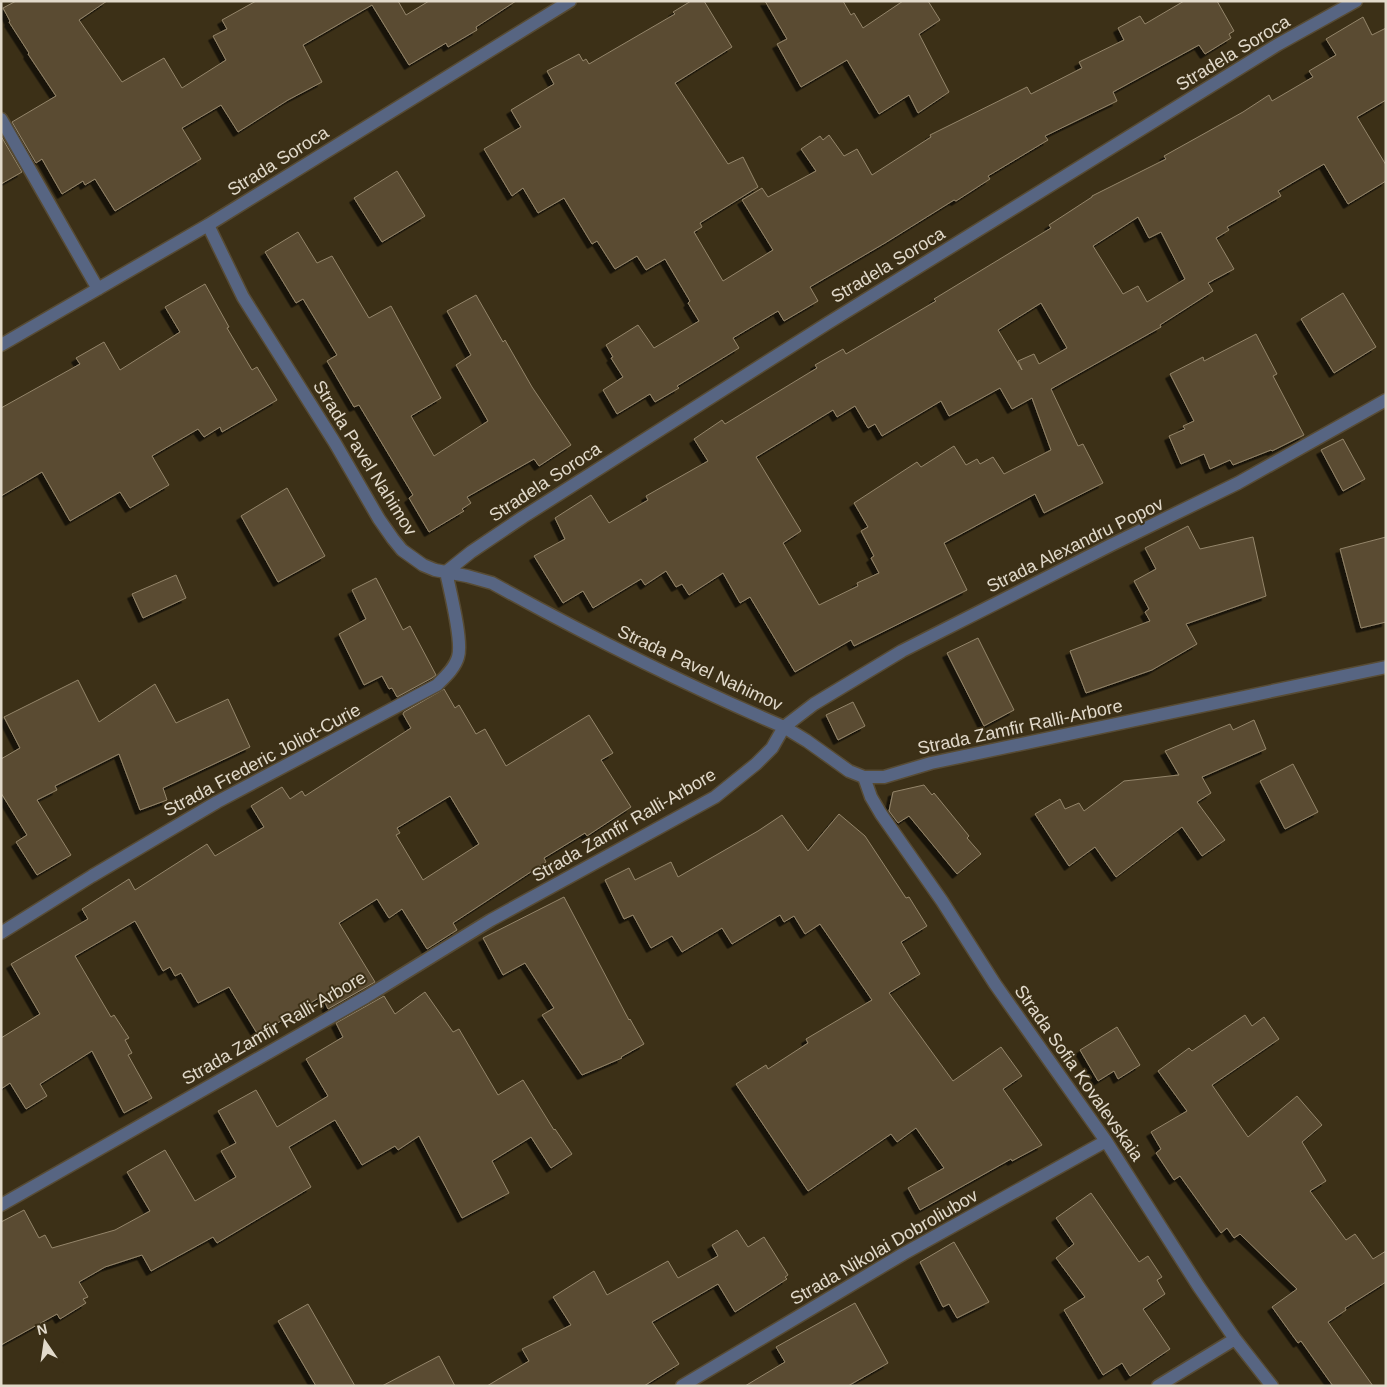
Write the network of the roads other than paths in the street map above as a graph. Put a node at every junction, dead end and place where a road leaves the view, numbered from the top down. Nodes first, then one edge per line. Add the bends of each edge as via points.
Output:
1 (570, 1) edge
2 (1356, 1) edge
3 (1, 119) edge
4 (208, 225) junction
5 (98, 289) junction
6 (1, 345) edge
7 (1386, 400) edge
8 (446, 572) junction
9 (1386, 667) edge
10 (784, 727) junction
11 (864, 777) junction
12 (1, 933) edge
13 (1106, 1141) junction
14 (1, 1205) edge
15 (1235, 1339) junction
16 (682, 1386) edge
17 (1158, 1386) edge
18 (1272, 1386) edge

1 - 4 street, Strada Soroca
2 - 8 street, Stradela Sorocа via 1277,45 828,322 523,517
3 - 5 street
4 - 5 street, Strada Soroca
4 - 8 street, Strada Pavel Nahimov via 243,297 379,519 402,550 414,560
5 - 6 street, Strada Soroca
7 - 10 street, Strada Alexandru Popov via 1238,483 902,651 814,704
8 - 10 street, Strada Pavel Nahimov via 492,583 636,660
8 - 12 street, Strada Frederic Joliot-Curie via 459,642 458,657 449,674 437,684 216,802
9 - 11 street, Strada Zamfir Ralli-Arbore via 930,763 884,776
10 - 11 street via 849,771
10 - 14 street, Strada Zamfir Ralli-Arbore via 772,748 715,797 491,920 366,997
11 - 13 street, Strada Sofia Kovalevskaia via 881,814
13 - 15 street, Strada Sofia Kovalevskaia
13 - 16 street, Strada Nikolai Dobroliubov via 903,1254
15 - 17 street
15 - 18 street, Strada Sofia Kovalevskaia

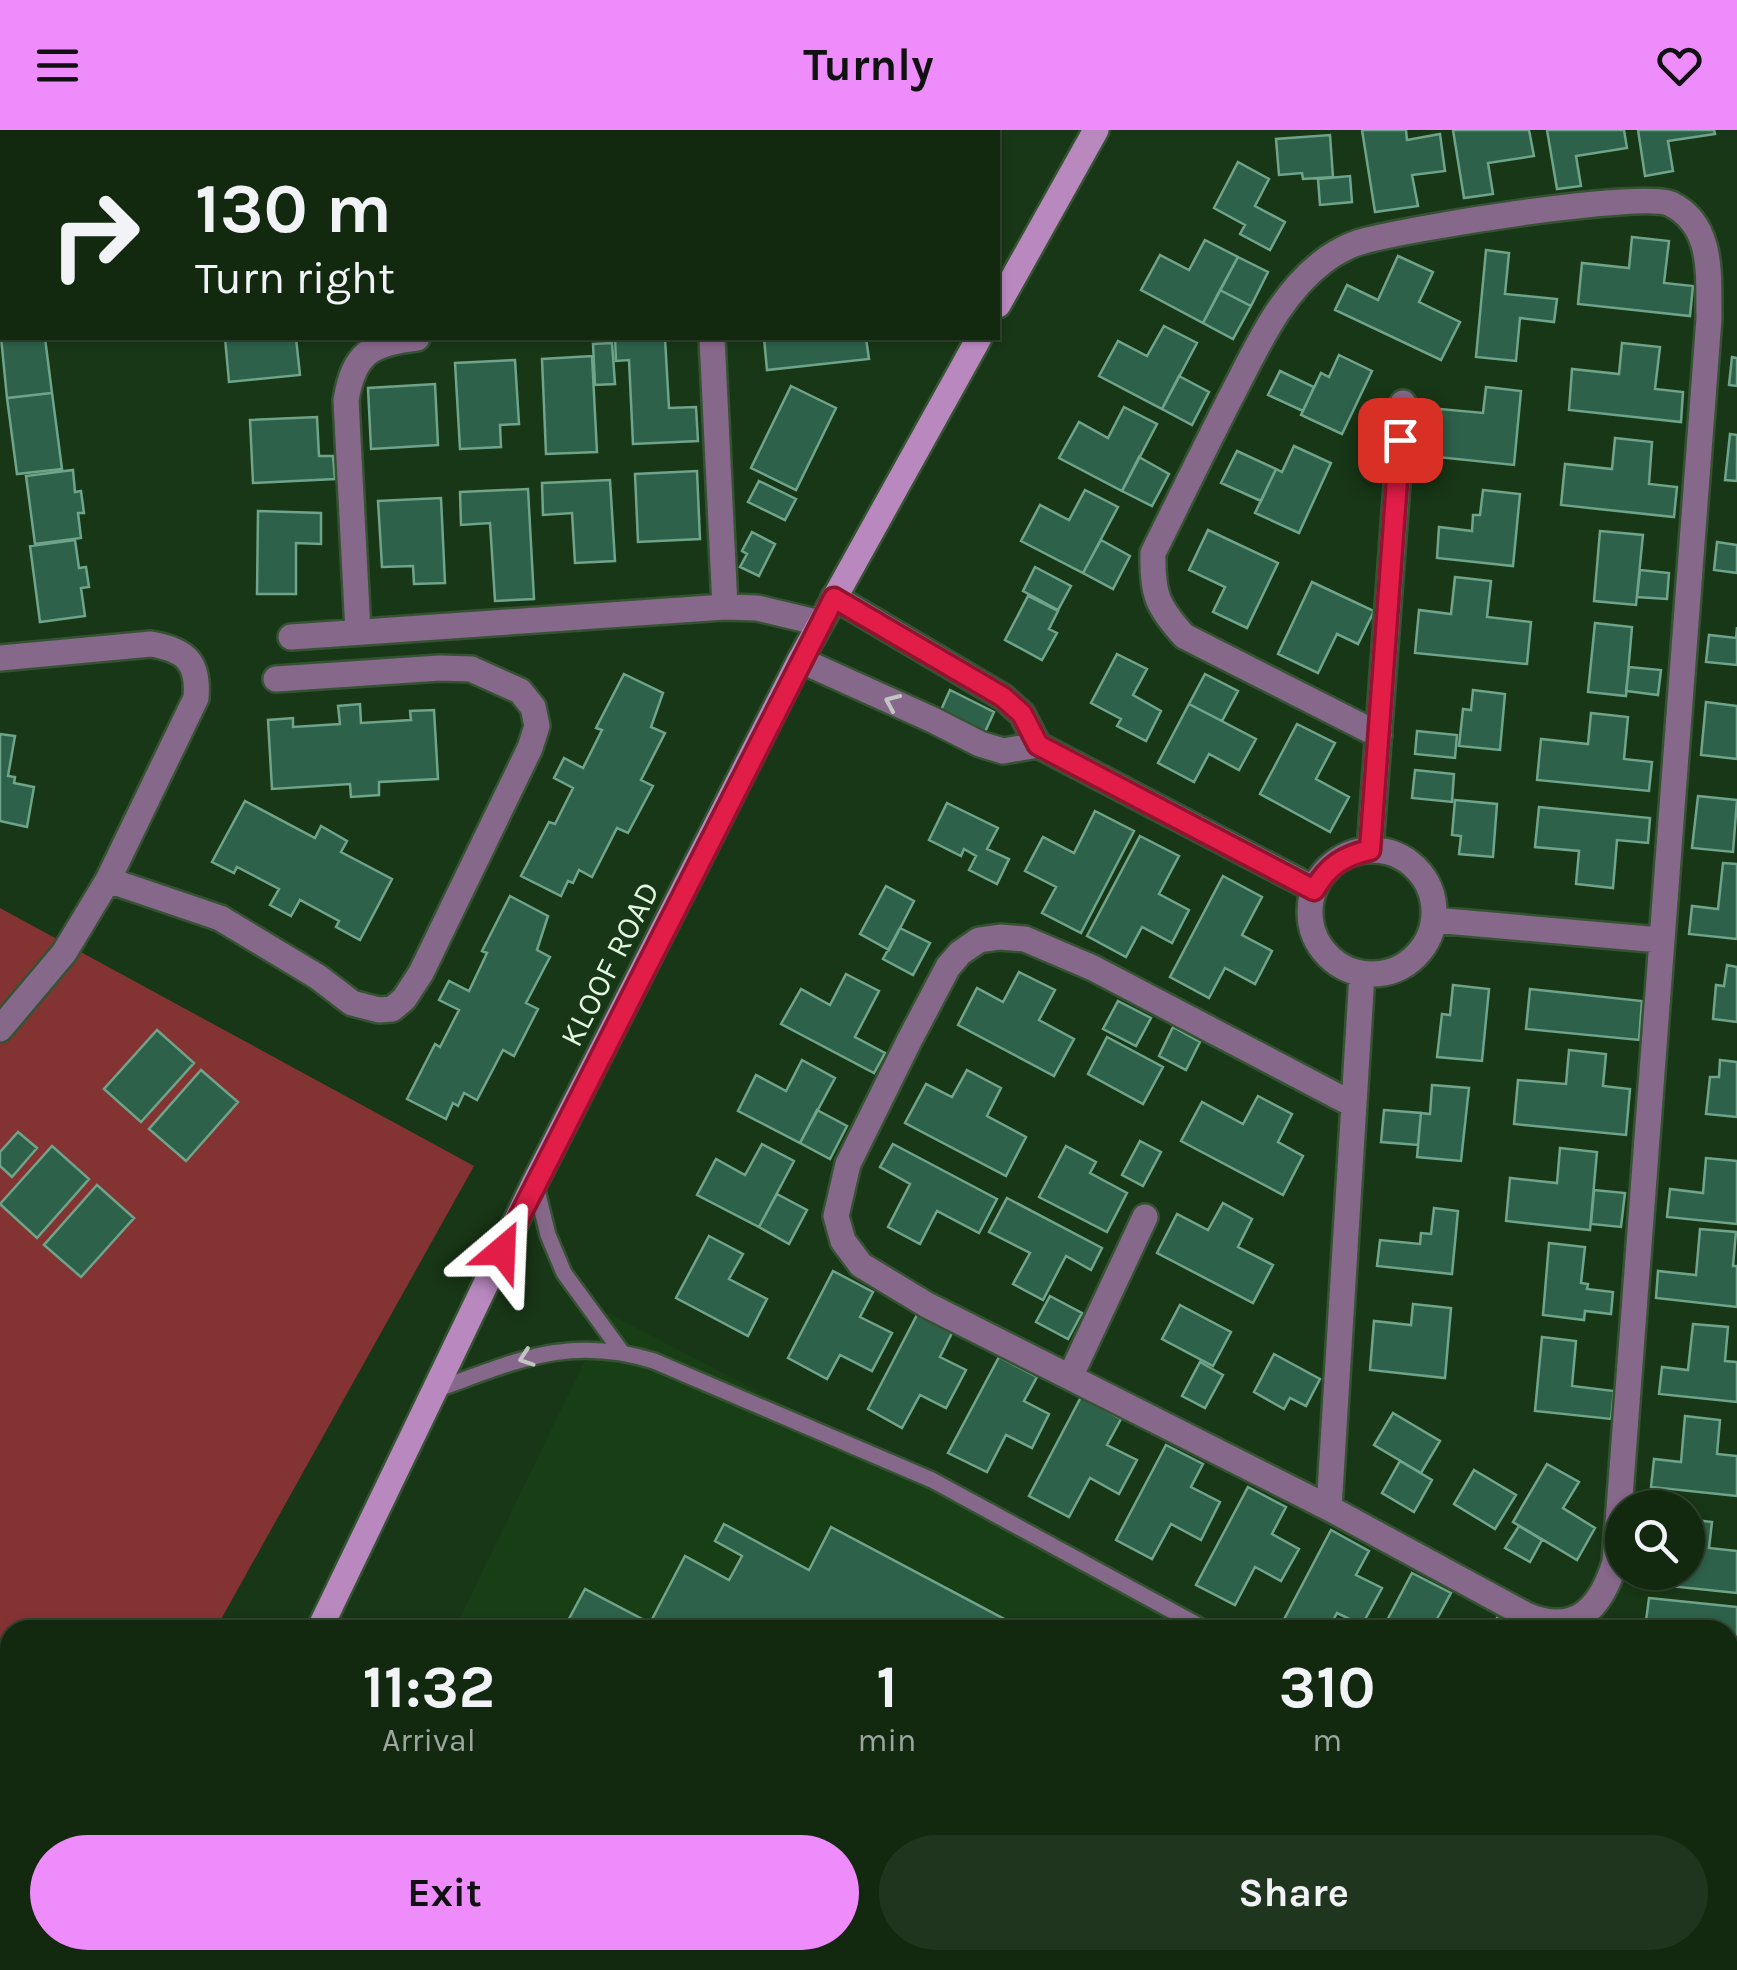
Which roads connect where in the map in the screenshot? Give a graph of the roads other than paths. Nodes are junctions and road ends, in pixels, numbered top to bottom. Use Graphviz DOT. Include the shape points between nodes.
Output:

◆ Task to complete ◆
Please report the number of lines in the listing that include "roads", and add nothing to it.

◆ Expected answer ◆
2